Work item: Skip the pictures, and retype the data below in full, exactly.

Dataset extract:
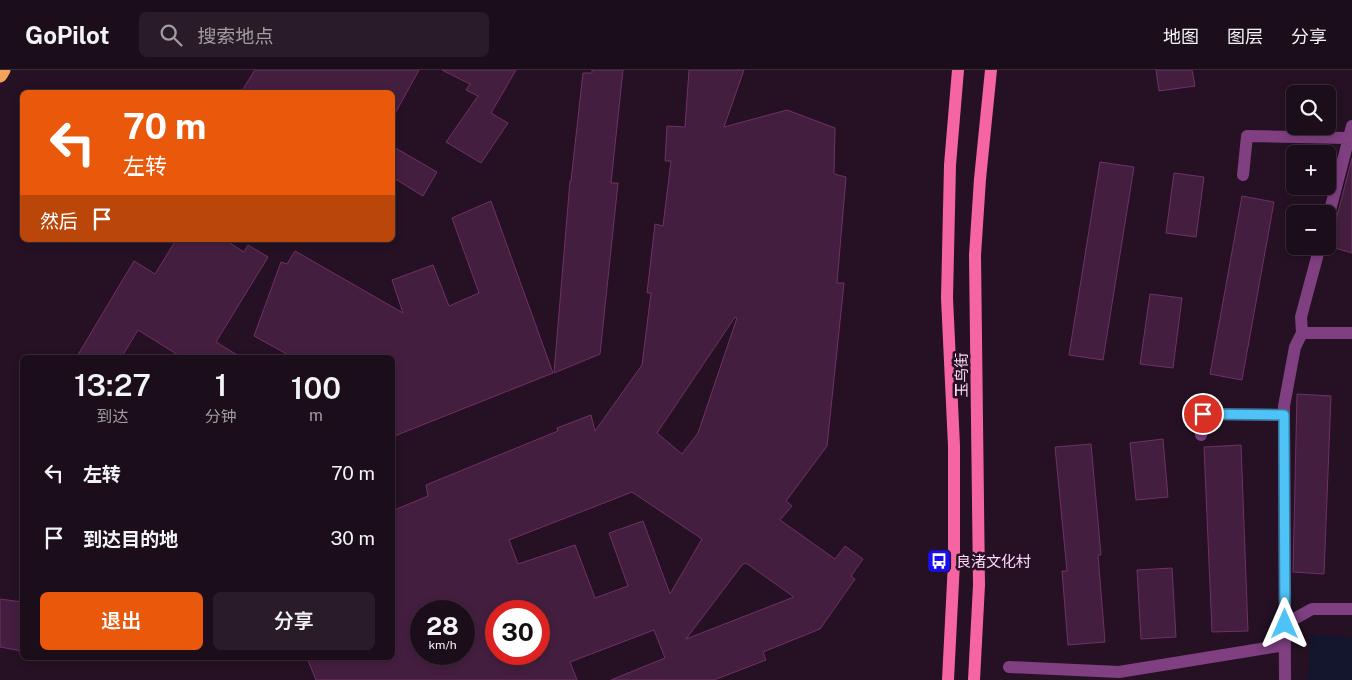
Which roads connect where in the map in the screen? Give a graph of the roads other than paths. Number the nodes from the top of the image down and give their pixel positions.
1 (3, 70) edge
2 (958, 70) edge
3 (991, 70) edge
4 (0, 75) edge
5 (1350, 132) edge
6 (1243, 175) dead end
7 (1331, 205) edge
8 (1318, 255) edge
9 (1302, 333) junction
10 (1352, 333) edge
11 (1284, 415) junction
12 (1201, 435) dead end
13 (1352, 609) edge
14 (1285, 624) junction
15 (1285, 646) junction
16 (1009, 667) dead end
17 (948, 680) edge
18 (974, 680) edge
19 (1285, 680) edge

1 - 4 highway
2 - 17 main road, 玉鸟街
3 - 18 main road, 玉鸟街
5 - 6 street
5 - 7 street
8 - 9 street
9 - 10 street
9 - 11 street
11 - 12 street
11 - 14 street
13 - 14 street
14 - 15 street
15 - 16 street
15 - 19 street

Output of the task:
Which roads connect where in the map in the screen? Give a graph of the roads other than paths. Number the nodes from the top of the image down and give their pixel positions.
1 (3, 70) edge
2 (958, 70) edge
3 (991, 70) edge
4 (0, 75) edge
5 (1350, 132) edge
6 (1243, 175) dead end
7 (1331, 205) edge
8 (1318, 255) edge
9 (1302, 333) junction
10 (1352, 333) edge
11 (1284, 415) junction
12 (1201, 435) dead end
13 (1352, 609) edge
14 (1285, 624) junction
15 (1285, 646) junction
16 (1009, 667) dead end
17 (948, 680) edge
18 (974, 680) edge
19 (1285, 680) edge

1 - 4 highway
2 - 17 main road, 玉鸟街
3 - 18 main road, 玉鸟街
5 - 6 street
5 - 7 street
8 - 9 street
9 - 10 street
9 - 11 street
11 - 12 street
11 - 14 street
13 - 14 street
14 - 15 street
15 - 16 street
15 - 19 street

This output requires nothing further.